====== DATA FOR THE TASK

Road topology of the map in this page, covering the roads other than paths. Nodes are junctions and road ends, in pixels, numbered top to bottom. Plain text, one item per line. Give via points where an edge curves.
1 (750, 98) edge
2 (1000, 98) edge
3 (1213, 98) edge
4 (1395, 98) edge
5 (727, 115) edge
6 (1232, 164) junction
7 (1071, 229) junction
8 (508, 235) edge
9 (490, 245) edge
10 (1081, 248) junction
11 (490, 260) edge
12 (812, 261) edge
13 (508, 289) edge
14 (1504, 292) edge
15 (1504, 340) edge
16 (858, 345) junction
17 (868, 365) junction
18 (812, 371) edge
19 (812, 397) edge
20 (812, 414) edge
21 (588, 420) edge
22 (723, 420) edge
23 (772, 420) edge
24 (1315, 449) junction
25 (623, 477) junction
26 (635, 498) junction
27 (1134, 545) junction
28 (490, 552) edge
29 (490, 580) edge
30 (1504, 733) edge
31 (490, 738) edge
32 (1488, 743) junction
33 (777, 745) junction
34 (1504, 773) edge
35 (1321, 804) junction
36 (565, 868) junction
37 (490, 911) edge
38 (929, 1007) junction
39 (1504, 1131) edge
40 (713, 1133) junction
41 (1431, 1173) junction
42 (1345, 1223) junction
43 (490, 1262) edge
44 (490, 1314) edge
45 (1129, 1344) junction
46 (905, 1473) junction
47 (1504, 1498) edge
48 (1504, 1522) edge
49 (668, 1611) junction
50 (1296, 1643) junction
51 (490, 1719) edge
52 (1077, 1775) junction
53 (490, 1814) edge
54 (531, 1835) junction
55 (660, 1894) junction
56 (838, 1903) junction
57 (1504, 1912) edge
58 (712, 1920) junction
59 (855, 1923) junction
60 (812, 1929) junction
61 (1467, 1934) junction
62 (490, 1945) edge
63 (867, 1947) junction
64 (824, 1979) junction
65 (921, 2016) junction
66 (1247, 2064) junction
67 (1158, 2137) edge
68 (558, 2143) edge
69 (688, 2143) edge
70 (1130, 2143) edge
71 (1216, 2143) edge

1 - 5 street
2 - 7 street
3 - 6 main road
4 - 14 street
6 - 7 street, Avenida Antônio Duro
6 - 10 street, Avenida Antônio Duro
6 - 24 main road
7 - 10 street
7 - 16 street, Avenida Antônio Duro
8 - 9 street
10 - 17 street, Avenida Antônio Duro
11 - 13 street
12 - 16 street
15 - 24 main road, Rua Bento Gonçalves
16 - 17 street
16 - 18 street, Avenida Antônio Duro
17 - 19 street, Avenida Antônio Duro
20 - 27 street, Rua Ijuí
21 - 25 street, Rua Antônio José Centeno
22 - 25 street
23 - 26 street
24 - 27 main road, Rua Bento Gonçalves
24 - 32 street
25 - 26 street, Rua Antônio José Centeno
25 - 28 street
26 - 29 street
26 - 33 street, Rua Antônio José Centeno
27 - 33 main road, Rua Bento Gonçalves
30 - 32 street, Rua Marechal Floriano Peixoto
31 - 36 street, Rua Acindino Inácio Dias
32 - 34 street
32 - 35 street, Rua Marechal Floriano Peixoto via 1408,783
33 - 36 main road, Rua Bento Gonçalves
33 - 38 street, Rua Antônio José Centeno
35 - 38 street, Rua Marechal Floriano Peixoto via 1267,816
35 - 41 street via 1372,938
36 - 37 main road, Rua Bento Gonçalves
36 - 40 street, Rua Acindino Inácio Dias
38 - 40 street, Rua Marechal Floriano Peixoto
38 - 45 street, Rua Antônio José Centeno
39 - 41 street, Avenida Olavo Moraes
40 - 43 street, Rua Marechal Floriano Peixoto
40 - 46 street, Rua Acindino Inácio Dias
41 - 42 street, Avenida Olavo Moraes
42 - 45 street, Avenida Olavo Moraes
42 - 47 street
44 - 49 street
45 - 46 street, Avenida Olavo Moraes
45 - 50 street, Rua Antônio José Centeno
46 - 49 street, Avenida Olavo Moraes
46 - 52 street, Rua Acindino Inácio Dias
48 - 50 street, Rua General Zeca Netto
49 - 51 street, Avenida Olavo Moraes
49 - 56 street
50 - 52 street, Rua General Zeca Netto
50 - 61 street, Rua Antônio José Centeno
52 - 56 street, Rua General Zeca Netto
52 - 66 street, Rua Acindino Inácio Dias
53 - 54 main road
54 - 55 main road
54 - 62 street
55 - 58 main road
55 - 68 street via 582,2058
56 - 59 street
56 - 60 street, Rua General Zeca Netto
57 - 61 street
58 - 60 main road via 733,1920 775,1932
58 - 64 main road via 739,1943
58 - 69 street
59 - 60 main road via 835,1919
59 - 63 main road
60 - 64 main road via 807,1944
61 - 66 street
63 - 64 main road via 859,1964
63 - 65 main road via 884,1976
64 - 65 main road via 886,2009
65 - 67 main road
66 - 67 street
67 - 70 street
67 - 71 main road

============

■ WORK REQUEST
Print every line of the records above without a single difference.

■ REPLY
Road topology of the map in this page, covering the roads other than paths. Nodes are junctions and road ends, in pixels, numbered top to bottom. Plain text, one item per line. Give via points where an edge curves.
1 (750, 98) edge
2 (1000, 98) edge
3 (1213, 98) edge
4 (1395, 98) edge
5 (727, 115) edge
6 (1232, 164) junction
7 (1071, 229) junction
8 (508, 235) edge
9 (490, 245) edge
10 (1081, 248) junction
11 (490, 260) edge
12 (812, 261) edge
13 (508, 289) edge
14 (1504, 292) edge
15 (1504, 340) edge
16 (858, 345) junction
17 (868, 365) junction
18 (812, 371) edge
19 (812, 397) edge
20 (812, 414) edge
21 (588, 420) edge
22 (723, 420) edge
23 (772, 420) edge
24 (1315, 449) junction
25 (623, 477) junction
26 (635, 498) junction
27 (1134, 545) junction
28 (490, 552) edge
29 (490, 580) edge
30 (1504, 733) edge
31 (490, 738) edge
32 (1488, 743) junction
33 (777, 745) junction
34 (1504, 773) edge
35 (1321, 804) junction
36 (565, 868) junction
37 (490, 911) edge
38 (929, 1007) junction
39 (1504, 1131) edge
40 (713, 1133) junction
41 (1431, 1173) junction
42 (1345, 1223) junction
43 (490, 1262) edge
44 (490, 1314) edge
45 (1129, 1344) junction
46 (905, 1473) junction
47 (1504, 1498) edge
48 (1504, 1522) edge
49 (668, 1611) junction
50 (1296, 1643) junction
51 (490, 1719) edge
52 (1077, 1775) junction
53 (490, 1814) edge
54 (531, 1835) junction
55 (660, 1894) junction
56 (838, 1903) junction
57 (1504, 1912) edge
58 (712, 1920) junction
59 (855, 1923) junction
60 (812, 1929) junction
61 (1467, 1934) junction
62 (490, 1945) edge
63 (867, 1947) junction
64 (824, 1979) junction
65 (921, 2016) junction
66 (1247, 2064) junction
67 (1158, 2137) edge
68 (558, 2143) edge
69 (688, 2143) edge
70 (1130, 2143) edge
71 (1216, 2143) edge

1 - 5 street
2 - 7 street
3 - 6 main road
4 - 14 street
6 - 7 street, Avenida Antônio Duro
6 - 10 street, Avenida Antônio Duro
6 - 24 main road
7 - 10 street
7 - 16 street, Avenida Antônio Duro
8 - 9 street
10 - 17 street, Avenida Antônio Duro
11 - 13 street
12 - 16 street
15 - 24 main road, Rua Bento Gonçalves
16 - 17 street
16 - 18 street, Avenida Antônio Duro
17 - 19 street, Avenida Antônio Duro
20 - 27 street, Rua Ijuí
21 - 25 street, Rua Antônio José Centeno
22 - 25 street
23 - 26 street
24 - 27 main road, Rua Bento Gonçalves
24 - 32 street
25 - 26 street, Rua Antônio José Centeno
25 - 28 street
26 - 29 street
26 - 33 street, Rua Antônio José Centeno
27 - 33 main road, Rua Bento Gonçalves
30 - 32 street, Rua Marechal Floriano Peixoto
31 - 36 street, Rua Acindino Inácio Dias
32 - 34 street
32 - 35 street, Rua Marechal Floriano Peixoto via 1408,783
33 - 36 main road, Rua Bento Gonçalves
33 - 38 street, Rua Antônio José Centeno
35 - 38 street, Rua Marechal Floriano Peixoto via 1267,816
35 - 41 street via 1372,938
36 - 37 main road, Rua Bento Gonçalves
36 - 40 street, Rua Acindino Inácio Dias
38 - 40 street, Rua Marechal Floriano Peixoto
38 - 45 street, Rua Antônio José Centeno
39 - 41 street, Avenida Olavo Moraes
40 - 43 street, Rua Marechal Floriano Peixoto
40 - 46 street, Rua Acindino Inácio Dias
41 - 42 street, Avenida Olavo Moraes
42 - 45 street, Avenida Olavo Moraes
42 - 47 street
44 - 49 street
45 - 46 street, Avenida Olavo Moraes
45 - 50 street, Rua Antônio José Centeno
46 - 49 street, Avenida Olavo Moraes
46 - 52 street, Rua Acindino Inácio Dias
48 - 50 street, Rua General Zeca Netto
49 - 51 street, Avenida Olavo Moraes
49 - 56 street
50 - 52 street, Rua General Zeca Netto
50 - 61 street, Rua Antônio José Centeno
52 - 56 street, Rua General Zeca Netto
52 - 66 street, Rua Acindino Inácio Dias
53 - 54 main road
54 - 55 main road
54 - 62 street
55 - 58 main road
55 - 68 street via 582,2058
56 - 59 street
56 - 60 street, Rua General Zeca Netto
57 - 61 street
58 - 60 main road via 733,1920 775,1932
58 - 64 main road via 739,1943
58 - 69 street
59 - 60 main road via 835,1919
59 - 63 main road
60 - 64 main road via 807,1944
61 - 66 street
63 - 64 main road via 859,1964
63 - 65 main road via 884,1976
64 - 65 main road via 886,2009
65 - 67 main road
66 - 67 street
67 - 70 street
67 - 71 main road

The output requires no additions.